** DATA follows **

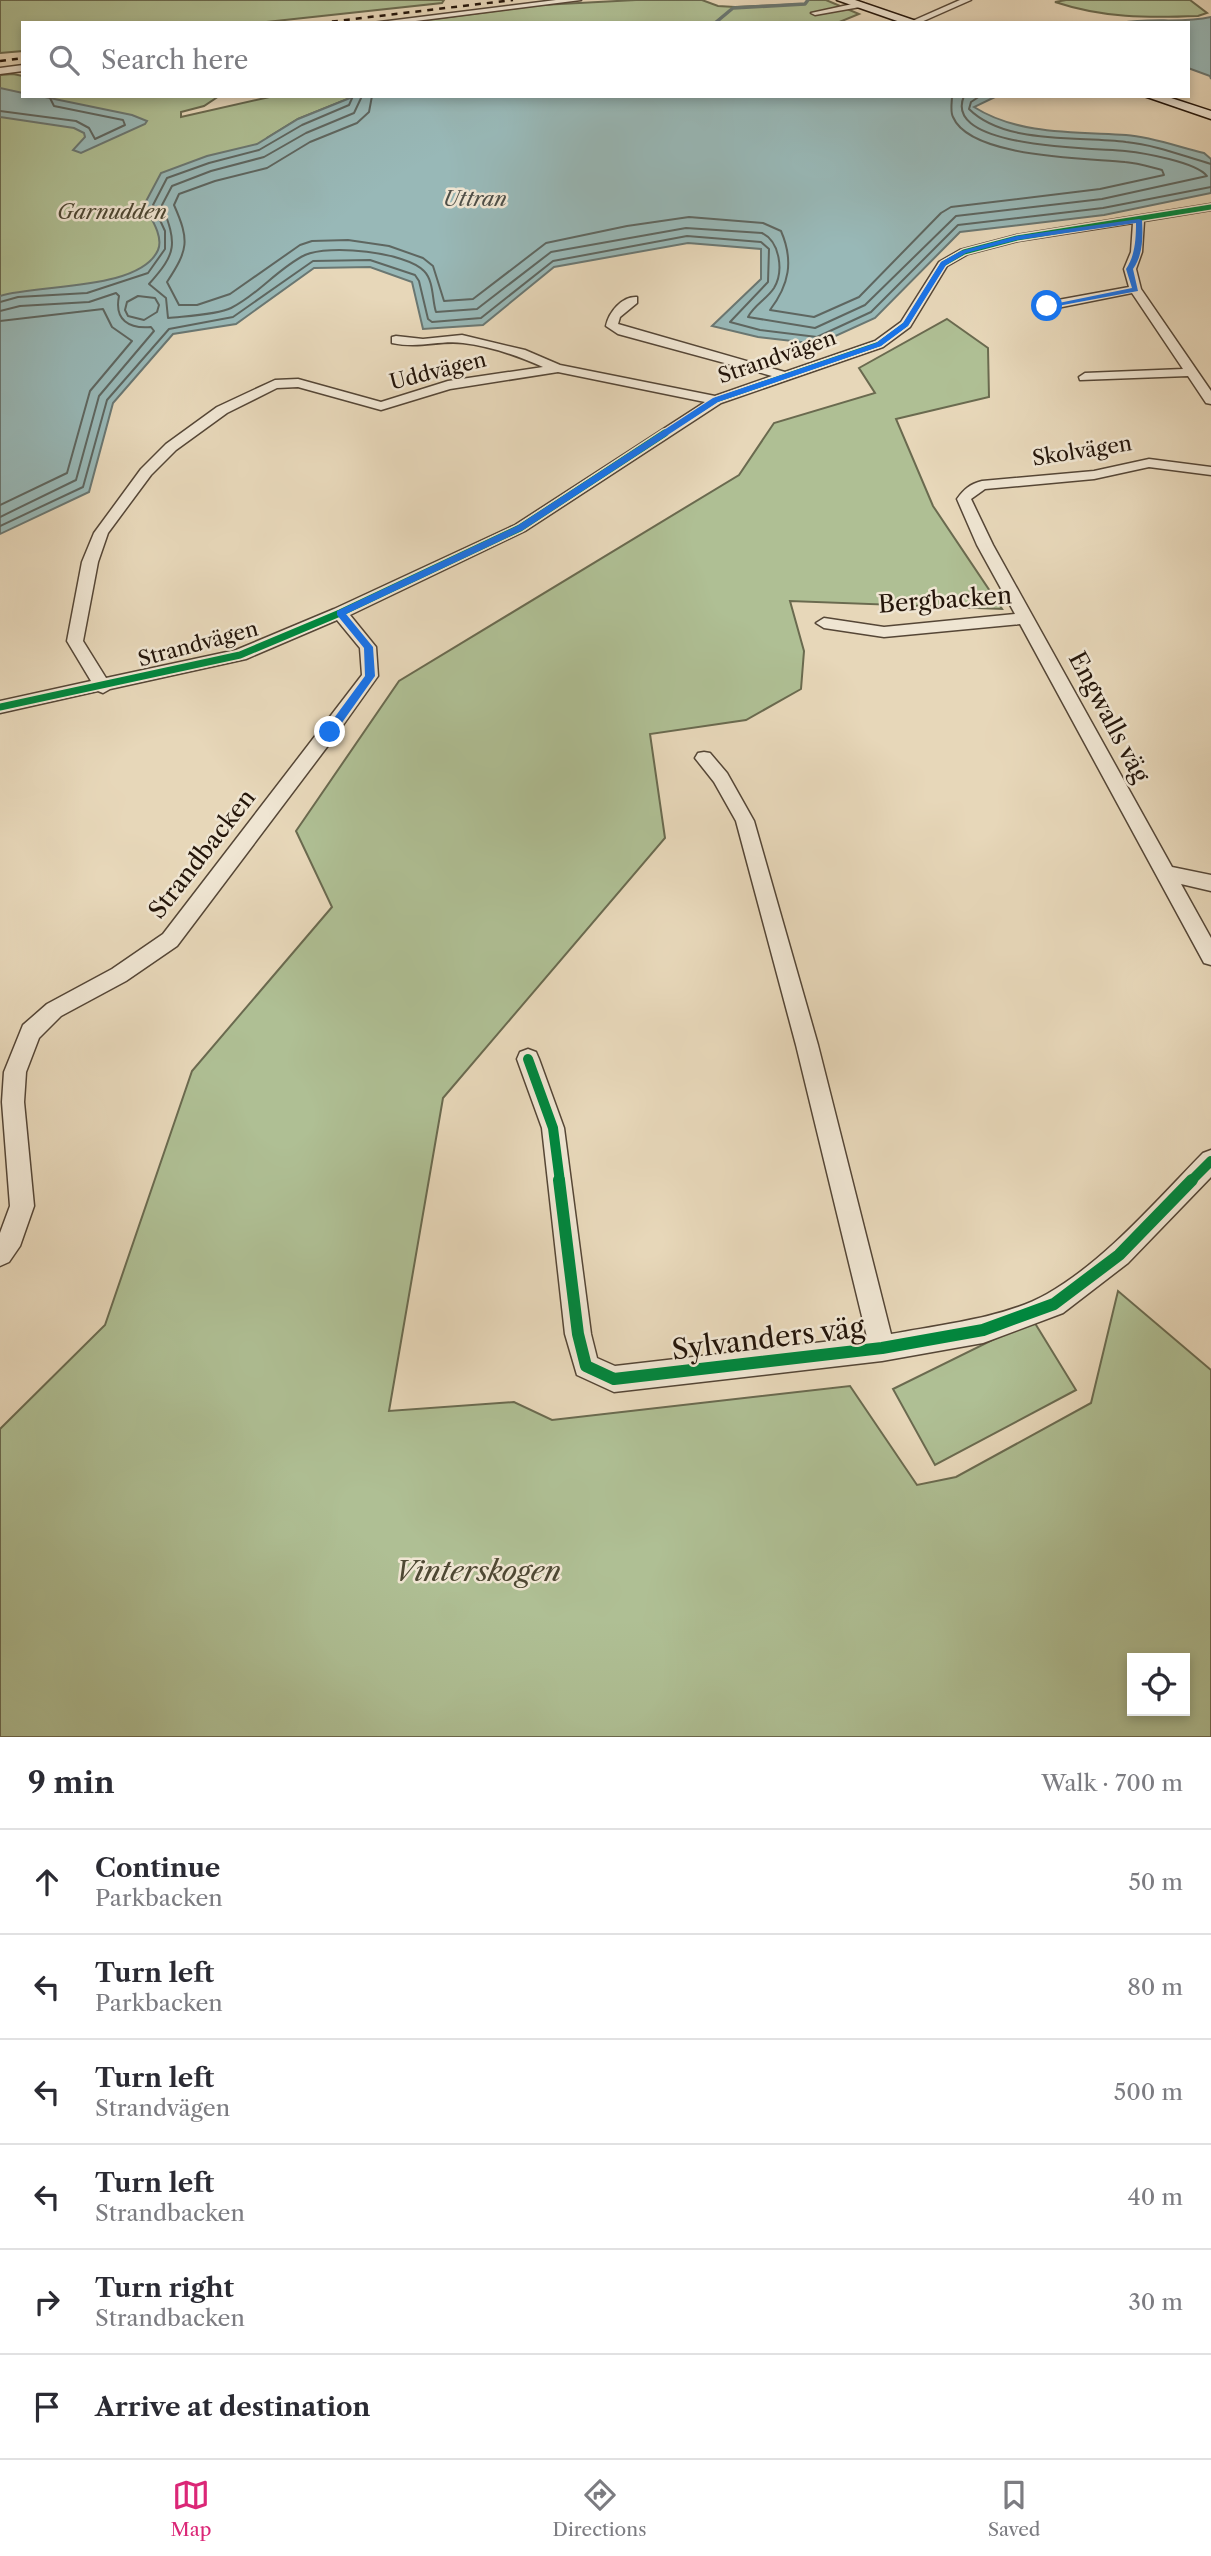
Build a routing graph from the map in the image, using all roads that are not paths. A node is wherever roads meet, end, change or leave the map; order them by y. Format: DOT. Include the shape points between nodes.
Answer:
graph roads {
  1 [pos="577,0"];
  2 [pos="967,0"];
  3 [pos="851,5"];
  4 [pos="815,13"];
  5 [pos="393,21"];
  6 [pos="911,21"];
  7 [pos="917,21"];
  8 [pos="21,68"];
  9 [pos="0,71"];
  10 [pos="1156,98"];
  11 [pos="1211,115"];
  12 [pos="1211,207"];
  13 [pos="1139,220"];
  14 [pos="1135,289"];
  15 [pos="633,300"];
  16 [pos="1047,306"];
  17 [pos="396,340"];
  18 [pos="558,368"];
  19 [pos="1192,372"];
  20 [pos="785,376"];
  21 [pos="1085,377"];
  22 [pos="716,400"];
  23 [pos="1211,400"];
  24 [pos="1211,471"];
  25 [pos="964,499"];
  26 [pos="340,613"];
  27 [pos="1027,618"];
  28 [pos="824,623"];
  29 [pos="103,687"];
  30 [pos="0,707"];
  31 [pos="704,758"];
  32 [pos="1164,873"];
  33 [pos="1211,883"];
  34 [pos="1211,957"];
  35 [pos="528,1059"];
  36 [pos="1211,1161"];
  37 [pos="0,1254"];
  38 [pos="882,1348"];
  1 -- 5 [label="street"];
  2 -- 7 [label="street"];
  3 -- 4 [label="street"];
  3 -- 6 [label="street"];
  8 -- 9 [label="street"];
  10 -- 11 [label="street"];
  12 -- 13 [label="street, Strandvägen"];
  13 -- 14 [label="street" via="1140,239 1130,269"];
  13 -- 20 [label="street, Strandvägen" via="1017,238 964,252 943,264 906,324 878,344"];
  14 -- 16 [label="street"];
  14 -- 19 [label="street"];
  15 -- 20 [label="street" via="614,316 612,326"];
  17 -- 18 [label="street" via="462,339 521,353"];
  18 -- 22 [label="street, Uddvägen"];
  18 -- 29 [label="street, Uddvägen" via="448,385 381,407 298,383 275,384 222,410 171,447 146,472 101,533 90,562 75,641"];
  19 -- 21 [label="street"];
  19 -- 23 [label="street"];
  20 -- 22 [label="street, Strandvägen"];
  22 -- 26 [label="street, Strandvägen" via="520,528"];
  24 -- 25 [label="street, Skolvägen" via="1138,463 1094,475 982,485"];
  25 -- 27 [label="street, Engwalls väg"];
  26 -- 29 [label="street, Strandvägen" via="240,655"];
  26 -- 37 [label="street, Strandbacken" via="368,647 370,676 330,732 170,940 119,975 54,1010 31,1032 15,1072 13,1102 23,1206"];
  27 -- 28 [label="street, Bergbacken" via="884,632"];
  27 -- 32 [label="street, Engwalls väg"];
  29 -- 30 [label="street, Strandvägen"];
  31 -- 38 [label="street, Sylvanders väg" via="721,778 748,832 807,1045"];
  32 -- 33 [label="street"];
  32 -- 34 [label="street, Engwalls väg"];
  35 -- 38 [label="street, Sylvanders väg" via="554,1128 578,1334 586,1366 614,1379"];
  36 -- 38 [label="street, Sylvanders väg" via="1119,1255 1054,1304 982,1330"];
}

** End of DATA **

#### [ACTION ITEM]
Reproduce all the entries above exactly. Include no images.

#### [WRITTEN SOLUTION]
Build a routing graph from the map in the image, using all roads that are not paths. A node is wherever roads meet, end, change or leave the map; order them by y. Format: DOT. Include the shape points between nodes.
Answer:
graph roads {
  1 [pos="577,0"];
  2 [pos="967,0"];
  3 [pos="851,5"];
  4 [pos="815,13"];
  5 [pos="393,21"];
  6 [pos="911,21"];
  7 [pos="917,21"];
  8 [pos="21,68"];
  9 [pos="0,71"];
  10 [pos="1156,98"];
  11 [pos="1211,115"];
  12 [pos="1211,207"];
  13 [pos="1139,220"];
  14 [pos="1135,289"];
  15 [pos="633,300"];
  16 [pos="1047,306"];
  17 [pos="396,340"];
  18 [pos="558,368"];
  19 [pos="1192,372"];
  20 [pos="785,376"];
  21 [pos="1085,377"];
  22 [pos="716,400"];
  23 [pos="1211,400"];
  24 [pos="1211,471"];
  25 [pos="964,499"];
  26 [pos="340,613"];
  27 [pos="1027,618"];
  28 [pos="824,623"];
  29 [pos="103,687"];
  30 [pos="0,707"];
  31 [pos="704,758"];
  32 [pos="1164,873"];
  33 [pos="1211,883"];
  34 [pos="1211,957"];
  35 [pos="528,1059"];
  36 [pos="1211,1161"];
  37 [pos="0,1254"];
  38 [pos="882,1348"];
  1 -- 5 [label="street"];
  2 -- 7 [label="street"];
  3 -- 4 [label="street"];
  3 -- 6 [label="street"];
  8 -- 9 [label="street"];
  10 -- 11 [label="street"];
  12 -- 13 [label="street, Strandvägen"];
  13 -- 14 [label="street" via="1140,239 1130,269"];
  13 -- 20 [label="street, Strandvägen" via="1017,238 964,252 943,264 906,324 878,344"];
  14 -- 16 [label="street"];
  14 -- 19 [label="street"];
  15 -- 20 [label="street" via="614,316 612,326"];
  17 -- 18 [label="street" via="462,339 521,353"];
  18 -- 22 [label="street, Uddvägen"];
  18 -- 29 [label="street, Uddvägen" via="448,385 381,407 298,383 275,384 222,410 171,447 146,472 101,533 90,562 75,641"];
  19 -- 21 [label="street"];
  19 -- 23 [label="street"];
  20 -- 22 [label="street, Strandvägen"];
  22 -- 26 [label="street, Strandvägen" via="520,528"];
  24 -- 25 [label="street, Skolvägen" via="1138,463 1094,475 982,485"];
  25 -- 27 [label="street, Engwalls väg"];
  26 -- 29 [label="street, Strandvägen" via="240,655"];
  26 -- 37 [label="street, Strandbacken" via="368,647 370,676 330,732 170,940 119,975 54,1010 31,1032 15,1072 13,1102 23,1206"];
  27 -- 28 [label="street, Bergbacken" via="884,632"];
  27 -- 32 [label="street, Engwalls väg"];
  29 -- 30 [label="street, Strandvägen"];
  31 -- 38 [label="street, Sylvanders väg" via="721,778 748,832 807,1045"];
  32 -- 33 [label="street"];
  32 -- 34 [label="street, Engwalls väg"];
  35 -- 38 [label="street, Sylvanders väg" via="554,1128 578,1334 586,1366 614,1379"];
  36 -- 38 [label="street, Sylvanders väg" via="1119,1255 1054,1304 982,1330"];
}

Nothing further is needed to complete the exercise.